Historical population
| Census | Pop. | Note | %± |
| 1880 | 1,714 |  | — |
| 1890 | 1,664 |  | −2.9% |
| 1900 | 1,747 |  | 5.0% |
| 1910 | 1,641 |  | −6.1% |
| 1920 | 1,415 |  | −13.8% |
| 1930 | 1,469 |  | 3.8% |
| 1940 | 1,443 |  | −1.8% |
| 1950 | 1,570 |  | 8.8% |
| 1960 | 1,560 |  | −0.6% |
| 1970 | 1,656 |  | 6.2% |
| 1980 | 1,810 |  | 9.3% |
| 1990 | 1,824 |  | 0.8% |
| 2000 | 1,687 |  | −7.5% |
| 2010 | 1,712 |  | 1.5% |
| 2020 | 1,427 |  | −16.6% |
U.S. Decennial Census

==Cannonsville Reservoir==
The Cannonsville Reservoir, which supplies the New York City water system, is located on the West Branch of the Delaware River, 3 mi upstream (east) of Deposit. The hamlet of Cannonsville and several others were submerged by the reservoir.

== Communities and locations in the Town of Deposit ==
- Barbourville — A hamlet near the eastern town line on Route 8.

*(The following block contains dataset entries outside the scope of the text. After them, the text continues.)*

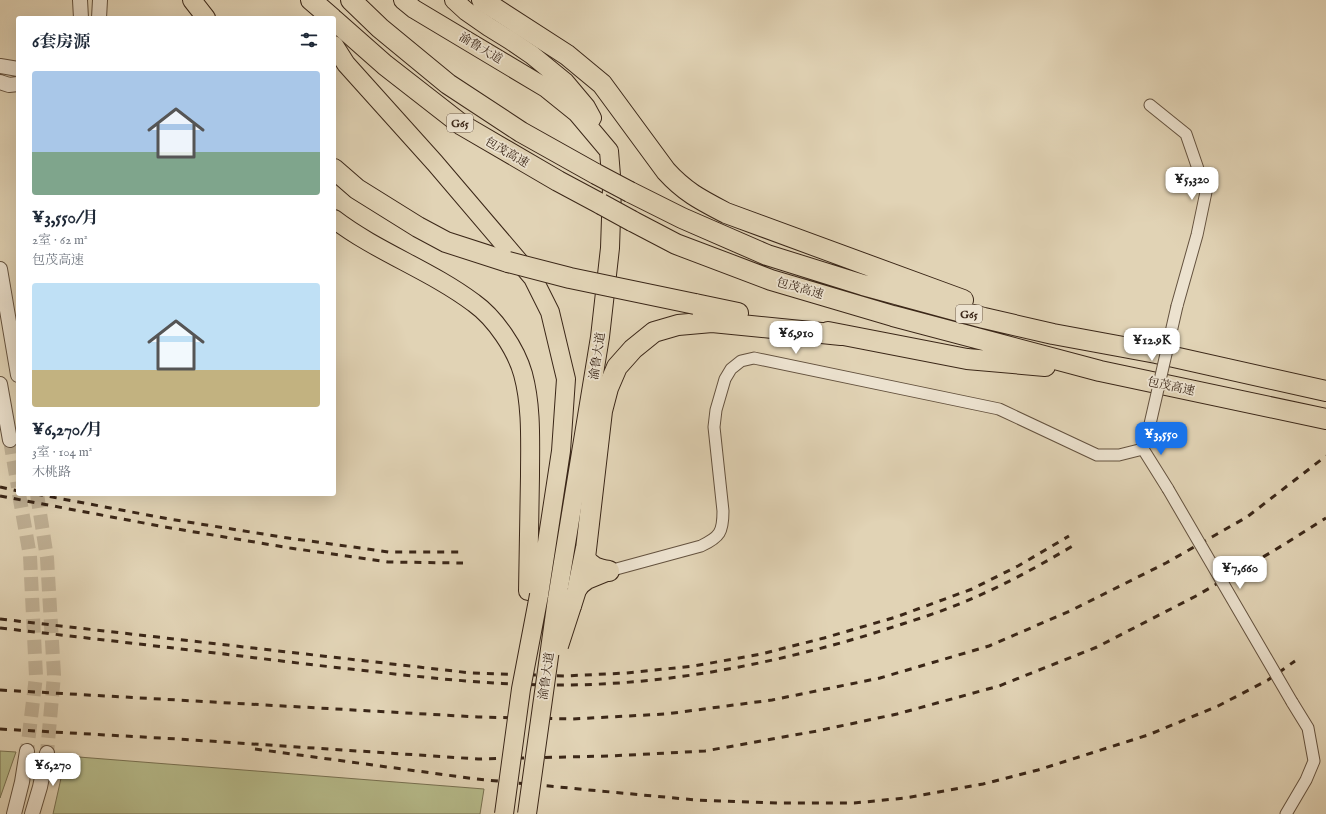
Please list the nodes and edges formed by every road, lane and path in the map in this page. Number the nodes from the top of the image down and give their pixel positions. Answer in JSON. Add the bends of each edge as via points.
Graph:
{"nodes":[{"id":1,"x":80,"y":0,"type":"edge"},
{"id":2,"x":100,"y":0,"type":"edge"},
{"id":3,"x":192,"y":0,"type":"edge"},
{"id":4,"x":304,"y":0,"type":"edge"},
{"id":5,"x":311,"y":0,"type":"edge"},
{"id":6,"x":351,"y":0,"type":"edge"},
{"id":7,"x":404,"y":0,"type":"edge"},
{"id":8,"x":454,"y":0,"type":"edge"},
{"id":9,"x":482,"y":0,"type":"edge"},
{"id":10,"x":81,"y":16,"type":"edge"},
{"id":11,"x":99,"y":16,"type":"edge"},
{"id":12,"x":204,"y":16,"type":"edge"},
{"id":13,"x":315,"y":16,"type":"edge"},
{"id":14,"x":330,"y":16,"type":"edge"},
{"id":15,"x":336,"y":22,"type":"edge"},
{"id":16,"x":336,"y":48,"type":"edge"},
{"id":17,"x":0,"y":66,"type":"edge"},
{"id":18,"x":16,"y":69,"type":"edge"},
{"id":19,"x":0,"y":82,"type":"edge"},
{"id":20,"x":16,"y":84,"type":"edge"},
{"id":21,"x":1150,"y":105,"type":"dead end"},
{"id":22,"x":609,"y":151,"type":"junction"},
{"id":23,"x":336,"y":171,"type":"edge"},
{"id":24,"x":336,"y":220,"type":"edge"},
{"id":25,"x":0,"y":269,"type":"edge"},
{"id":26,"x":1053,"y":334,"type":"junction"},
{"id":27,"x":841,"y":335,"type":"junction"},
{"id":28,"x":16,"y":363,"type":"edge"},
{"id":29,"x":1100,"y":371,"type":"junction"},
{"id":30,"x":0,"y":384,"type":"edge"},
{"id":31,"x":1324,"y":391,"type":"edge"},
{"id":32,"x":1319,"y":417,"type":"edge"},
{"id":33,"x":10,"y":440,"type":"tunnel mouth"},
{"id":34,"x":1143,"y":448,"type":"junction"},
{"id":35,"x":587,"y":544,"type":"junction"},
{"id":36,"x":609,"y":571,"type":"junction"},
{"id":37,"x":578,"y":587,"type":"junction"},
{"id":38,"x":533,"y":593,"type":"junction"},
{"id":39,"x":565,"y":602,"type":"junction"},
{"id":40,"x":27,"y":751,"type":"tunnel mouth"},
{"id":41,"x":47,"y":753,"type":"tunnel mouth"},
{"id":42,"x":14,"y":814,"type":"edge"},
{"id":43,"x":32,"y":814,"type":"edge"},
{"id":44,"x":504,"y":814,"type":"edge"},
{"id":45,"x":527,"y":814,"type":"edge"},
{"id":46,"x":1286,"y":814,"type":"edge"}],
"edges":[{"from":1,"to":10,"type":"street"},
{"from":2,"to":11,"type":"street"},
{"from":3,"to":12,"type":"highway"},
{"from":4,"to":13,"type":"highway"},
{"from":5,"to":14,"type":"highway"},
{"from":6,"to":26,"type":"highway","name":"包茂高速","number":"G65","bridge":true,"via":[[380,28],[448,84],[520,132],[682,218],[767,254],[863,285]]},
{"from":7,"to":22,"type":"highway","name":"渝鲁大道","via":[[414,9],[546,88],[577,113]]},
{"from":8,"to":22,"type":"highway","via":[[480,21],[532,55],[565,82],[586,107]]},
{"from":9,"to":26,"type":"highway","via":[[567,55],[602,84],[666,171],[678,184],[703,201],[726,213]]},
{"from":15,"to":29,"type":"highway","name":"包茂高速","number":"G65","bridge":true,"via":[[385,65],[462,125],[558,181],[676,244],[771,280],[893,316]]},
{"from":16,"to":38,"type":"highway","via":[[346,64],[533,278],[550,312],[566,379],[561,451]]},
{"from":17,"to":18,"type":"street"},
{"from":19,"to":20,"type":"street"},
{"from":21,"to":34,"type":"street","bridge":true,"via":[[1186,134],[1206,192]]},
{"from":22,"to":39,"type":"highway","name":"渝鲁大道","via":[[612,188],[610,248]]},
{"from":23,"to":27,"type":"highway","bridge":true,"via":[[418,228],[446,242],[570,278]]},
{"from":24,"to":38,"type":"highway","via":[[475,303],[510,343],[523,374],[528,410]]},
{"from":25,"to":28,"type":"street"},
{"from":26,"to":31,"type":"highway","name":"包茂高速","number":"G65"},
{"from":27,"to":29,"type":"highway","via":[[967,359]]},
{"from":27,"to":35,"type":"highway","via":[[712,322],[678,325],[654,332],[633,349],[617,366],[602,411]]},
{"from":29,"to":32,"type":"highway","name":"包茂高速","number":"G65"},
{"from":30,"to":33,"type":"street"},
{"from":34,"to":36,"type":"street","via":[[1119,455],[1097,455],[999,409],[754,358],[741,361],[731,369],[725,379],[716,410],[714,427],[723,511],[720,533],[713,541],[701,546]]},
{"from":34,"to":46,"type":"street","bridge":true,"via":[[1308,728],[1314,761]]},
{"from":35,"to":36,"type":"highway","via":[[585,558],[590,565],[596,569]]},
{"from":35,"to":37,"type":"highway"},
{"from":36,"to":37,"type":"highway","via":[[587,580]]},
{"from":37,"to":39,"type":"highway"},
{"from":38,"to":44,"type":"highway","name":"渝鲁大道","bridge":true},
{"from":39,"to":45,"type":"highway","name":"渝鲁大道","bridge":true,"via":[[544,691]]},
{"from":40,"to":42,"type":"street"},
{"from":41,"to":43,"type":"street"}]}
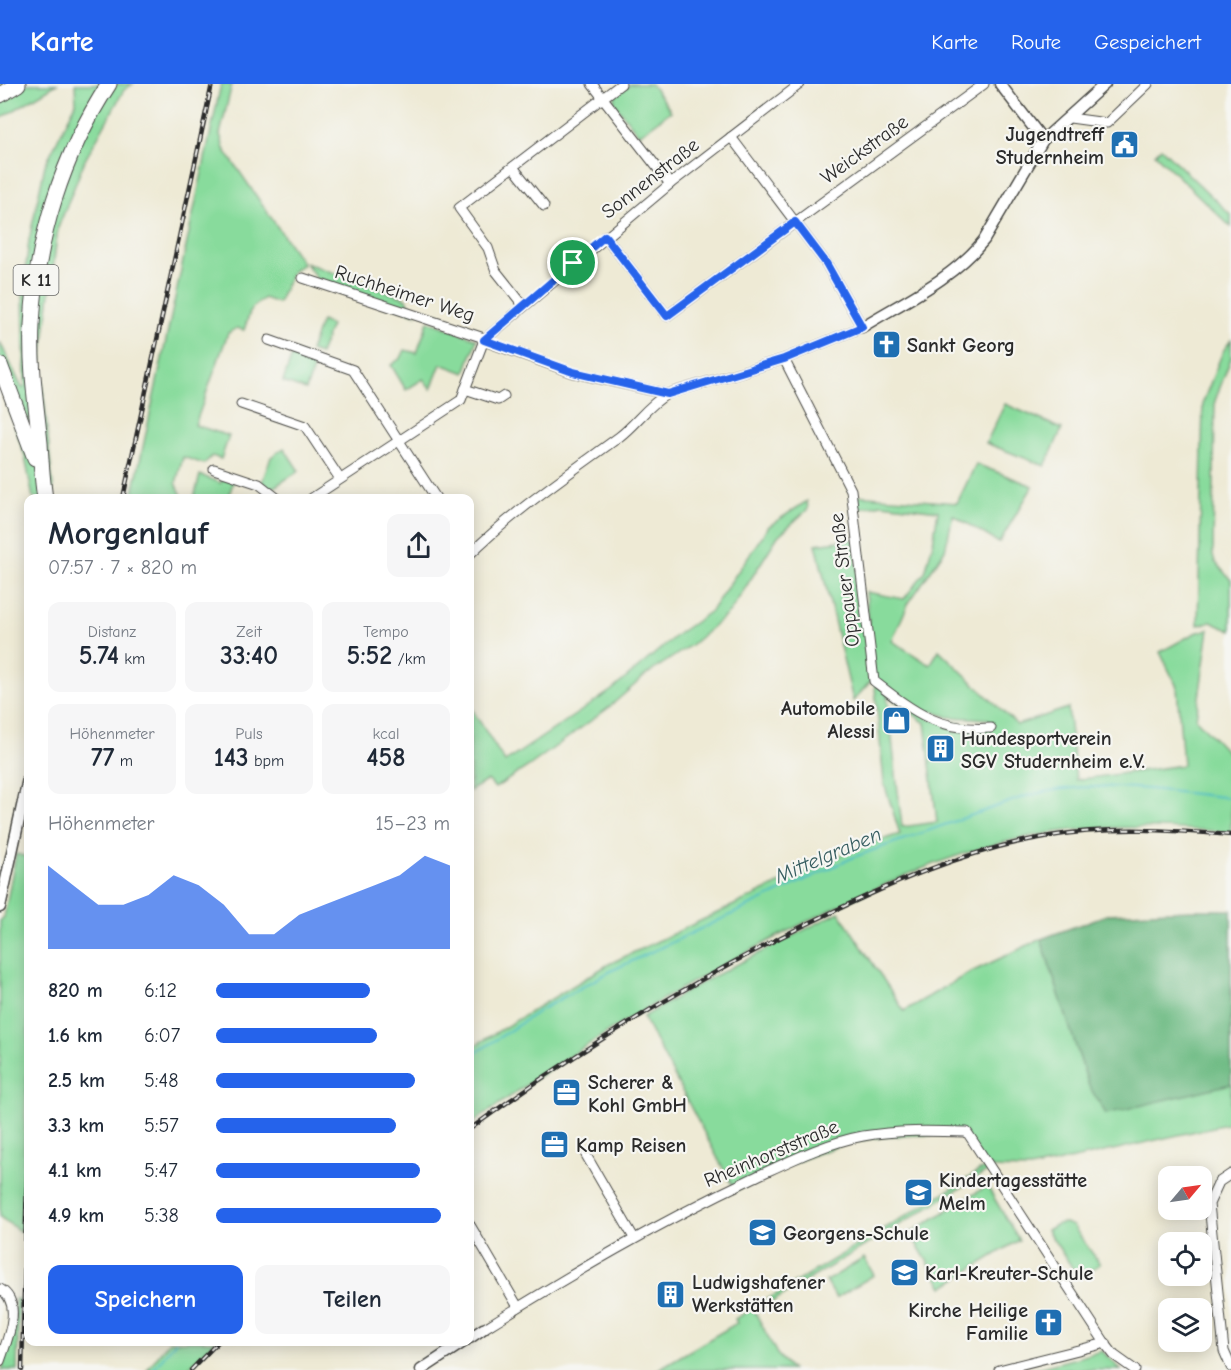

- China — A hamlet in the northern part of the town on Route 20.
- Cannonsville Reservoir — The western part of the reservoir and its dam are east of the Deposit village.
- Deposit — The eastern section of the Village of Deposit is located north of the Southern Tier Expressway.
- Hale Eddy — A hamlet in the southern part of the town.
- Hambletville — A hamlet northeast of Deposit on Route 8.
- Stilesville — A hamlet northeast of Deposit on Route 8.
- Upper Barbourville — A hamlet in the northeastern corner of the town on Route 8.